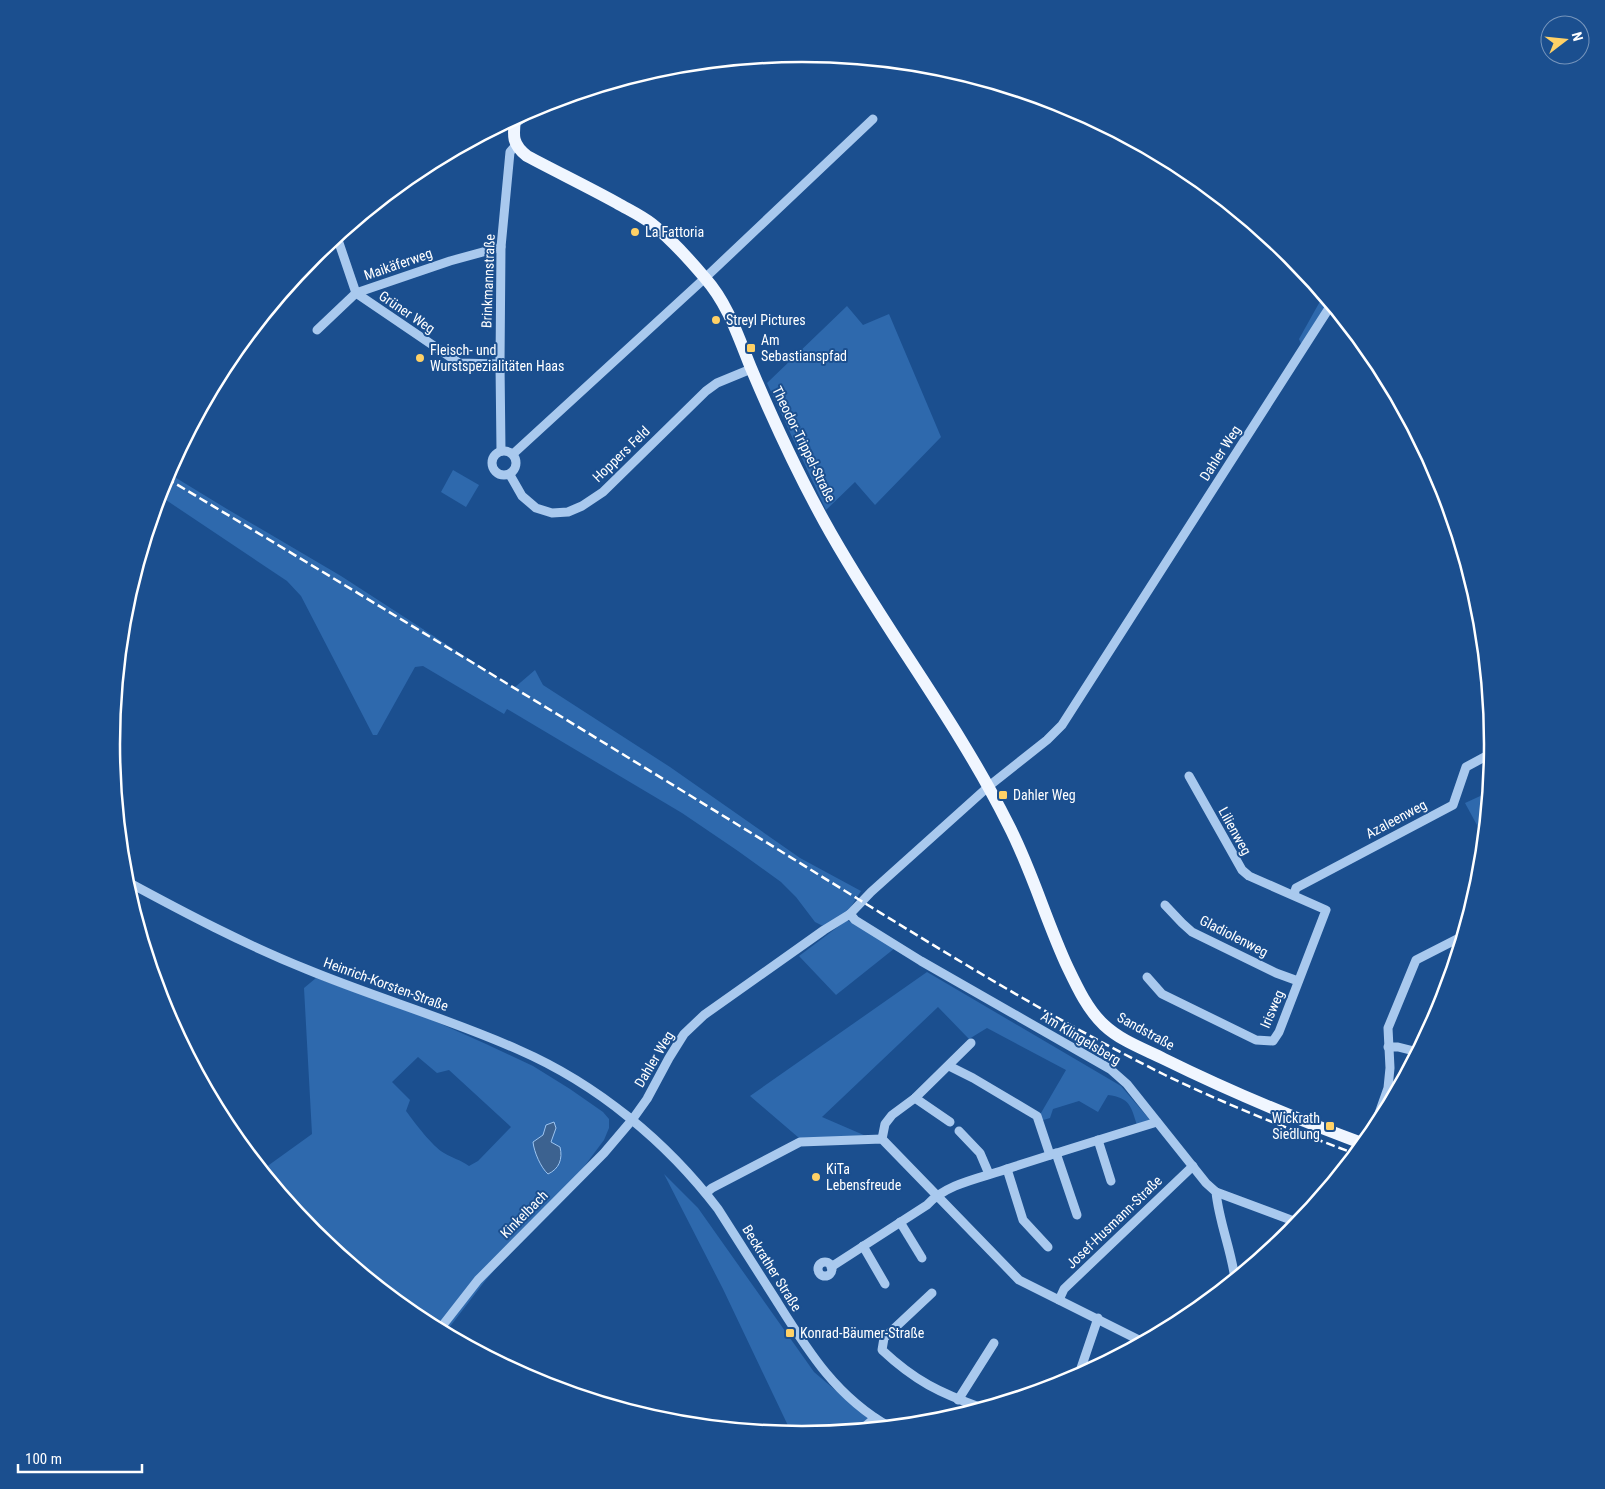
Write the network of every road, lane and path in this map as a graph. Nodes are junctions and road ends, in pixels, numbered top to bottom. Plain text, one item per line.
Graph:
1 (873, 119) dead end
2 (514, 127) edge
3 (518, 148) junction
4 (339, 244) edge
5 (501, 247) junction
6 (705, 278) junction
7 (356, 293) junction
8 (1329, 311) edge
9 (317, 330) dead end
10 (500, 364) junction
11 (752, 369) junction
12 (501, 451) junction
13 (513, 454) junction
14 (510, 474) junction
15 (1484, 757) edge
16 (1189, 776) dead end
17 (989, 786) junction
18 (136, 887) edge
19 (1294, 894) junction
20 (1165, 905) dead end
21 (1326, 910) joint
22 (850, 914) junction
23 (1455, 940) edge
24 (1146, 977) dead end
25 (1298, 981) junction
26 (971, 1043) dead end
27 (1388, 1048) junction
28 (1412, 1050) edge
29 (949, 1066) junction
30 (915, 1098) junction
31 (1383, 1102) edge
32 (632, 1120) junction
33 (950, 1122) dead end
34 (1157, 1122) junction
35 (959, 1131) dead end
36 (882, 1140) junction
37 (1098, 1140) junction
38 (1357, 1141) edge
39 (1053, 1154) junction
40 (1193, 1166) junction
41 (1007, 1169) junction
42 (989, 1174) junction
43 (1111, 1181) dead end
44 (1216, 1192) junction
45 (706, 1193) junction
46 (936, 1195) junction
47 (1077, 1216) dead end
48 (1291, 1220) edge
49 (900, 1222) junction
50 (863, 1246) junction
51 (1048, 1247) dead end
52 (922, 1258) dead end
53 (831, 1267) dead end
54 (1234, 1273) edge
55 (885, 1284) dead end
56 (932, 1293) dead end
57 (1059, 1300) junction
58 (1098, 1318) junction
59 (444, 1324) edge
60 (1137, 1339) edge
61 (994, 1343) dead end
62 (1082, 1366) edge
63 (958, 1400) junction
64 (972, 1405) edge
65 (875, 1418) junction
66 (882, 1422) edge
67 (869, 1423) edge

1 - 6 street
2 - 3 main road
3 - 5 street, Brinkmannstraße
3 - 6 main road, Theodor-Trippel-Straße
4 - 7 street
5 - 7 street, Maikäferweg
5 - 10 street, Brinkmannstraße
6 - 11 main road, Theodor-Trippel-Straße
6 - 13 street
7 - 9 street, Maikäferweg
7 - 10 street, Grüner Weg
8 - 17 street, Dahler Weg
10 - 12 street, Brinkmannstraße
11 - 14 street, Hoppers Feld
11 - 17 main road, Theodor-Trippel-Straße
12 - 13 street
12 - 14 street
13 - 14 street
15 - 19 street, Azaleenweg
16 - 19 street, Lilienweg
17 - 22 street, Dahler Weg
17 - 38 main road, Sandstraße
18 - 32 street, Heinrich-Korsten-Straße
19 - 21 street, Lilienweg
20 - 25 street, Gladiolenweg
21 - 25 street, Irisweg
22 - 32 street, Dahler Weg
22 - 34 street, Am Klingelsberg
23 - 27 street
24 - 25 street, Irisweg
26 - 29 street
27 - 28 street
27 - 31 street
29 - 30 street
29 - 39 street
30 - 33 street
30 - 36 street
32 - 45 street, Beckrather Straße
32 - 59 street, Kinkelbach
34 - 37 street
34 - 40 street, Am Klingelsberg
35 - 42 street
36 - 45 street
36 - 46 street
37 - 39 street
37 - 43 street
39 - 41 street
39 - 47 street
40 - 44 street, Am Klingelsberg
40 - 57 street, Josef-Husmann-Straße
41 - 42 street
41 - 51 street
42 - 46 street
44 - 48 street
44 - 54 street
45 - 65 street, Beckrather Straße
46 - 49 street
46 - 57 street
49 - 50 street
49 - 52 street
50 - 53 street
50 - 55 street
56 - 63 street
57 - 58 street
58 - 60 street
58 - 62 street
61 - 63 street
63 - 64 street
65 - 66 street, Beckrather Straße
65 - 67 street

□ □ □ □

* About this exercise
The whole listing should be transcribed exactly, though its pictures must be left out.

* Reply to the exercise
Write the network of every road, lane and path in this map as a graph. Nodes are junctions and road ends, in pixels, numbered top to bottom. Plain text, one item per line.
Graph:
1 (873, 119) dead end
2 (514, 127) edge
3 (518, 148) junction
4 (339, 244) edge
5 (501, 247) junction
6 (705, 278) junction
7 (356, 293) junction
8 (1329, 311) edge
9 (317, 330) dead end
10 (500, 364) junction
11 (752, 369) junction
12 (501, 451) junction
13 (513, 454) junction
14 (510, 474) junction
15 (1484, 757) edge
16 (1189, 776) dead end
17 (989, 786) junction
18 (136, 887) edge
19 (1294, 894) junction
20 (1165, 905) dead end
21 (1326, 910) joint
22 (850, 914) junction
23 (1455, 940) edge
24 (1146, 977) dead end
25 (1298, 981) junction
26 (971, 1043) dead end
27 (1388, 1048) junction
28 (1412, 1050) edge
29 (949, 1066) junction
30 (915, 1098) junction
31 (1383, 1102) edge
32 (632, 1120) junction
33 (950, 1122) dead end
34 (1157, 1122) junction
35 (959, 1131) dead end
36 (882, 1140) junction
37 (1098, 1140) junction
38 (1357, 1141) edge
39 (1053, 1154) junction
40 (1193, 1166) junction
41 (1007, 1169) junction
42 (989, 1174) junction
43 (1111, 1181) dead end
44 (1216, 1192) junction
45 (706, 1193) junction
46 (936, 1195) junction
47 (1077, 1216) dead end
48 (1291, 1220) edge
49 (900, 1222) junction
50 (863, 1246) junction
51 (1048, 1247) dead end
52 (922, 1258) dead end
53 (831, 1267) dead end
54 (1234, 1273) edge
55 (885, 1284) dead end
56 (932, 1293) dead end
57 (1059, 1300) junction
58 (1098, 1318) junction
59 (444, 1324) edge
60 (1137, 1339) edge
61 (994, 1343) dead end
62 (1082, 1366) edge
63 (958, 1400) junction
64 (972, 1405) edge
65 (875, 1418) junction
66 (882, 1422) edge
67 (869, 1423) edge

1 - 6 street
2 - 3 main road
3 - 5 street, Brinkmannstraße
3 - 6 main road, Theodor-Trippel-Straße
4 - 7 street
5 - 7 street, Maikäferweg
5 - 10 street, Brinkmannstraße
6 - 11 main road, Theodor-Trippel-Straße
6 - 13 street
7 - 9 street, Maikäferweg
7 - 10 street, Grüner Weg
8 - 17 street, Dahler Weg
10 - 12 street, Brinkmannstraße
11 - 14 street, Hoppers Feld
11 - 17 main road, Theodor-Trippel-Straße
12 - 13 street
12 - 14 street
13 - 14 street
15 - 19 street, Azaleenweg
16 - 19 street, Lilienweg
17 - 22 street, Dahler Weg
17 - 38 main road, Sandstraße
18 - 32 street, Heinrich-Korsten-Straße
19 - 21 street, Lilienweg
20 - 25 street, Gladiolenweg
21 - 25 street, Irisweg
22 - 32 street, Dahler Weg
22 - 34 street, Am Klingelsberg
23 - 27 street
24 - 25 street, Irisweg
26 - 29 street
27 - 28 street
27 - 31 street
29 - 30 street
29 - 39 street
30 - 33 street
30 - 36 street
32 - 45 street, Beckrather Straße
32 - 59 street, Kinkelbach
34 - 37 street
34 - 40 street, Am Klingelsberg
35 - 42 street
36 - 45 street
36 - 46 street
37 - 39 street
37 - 43 street
39 - 41 street
39 - 47 street
40 - 44 street, Am Klingelsberg
40 - 57 street, Josef-Husmann-Straße
41 - 42 street
41 - 51 street
42 - 46 street
44 - 48 street
44 - 54 street
45 - 65 street, Beckrather Straße
46 - 49 street
46 - 57 street
49 - 50 street
49 - 52 street
50 - 53 street
50 - 55 street
56 - 63 street
57 - 58 street
58 - 60 street
58 - 62 street
61 - 63 street
63 - 64 street
65 - 66 street, Beckrather Straße
65 - 67 street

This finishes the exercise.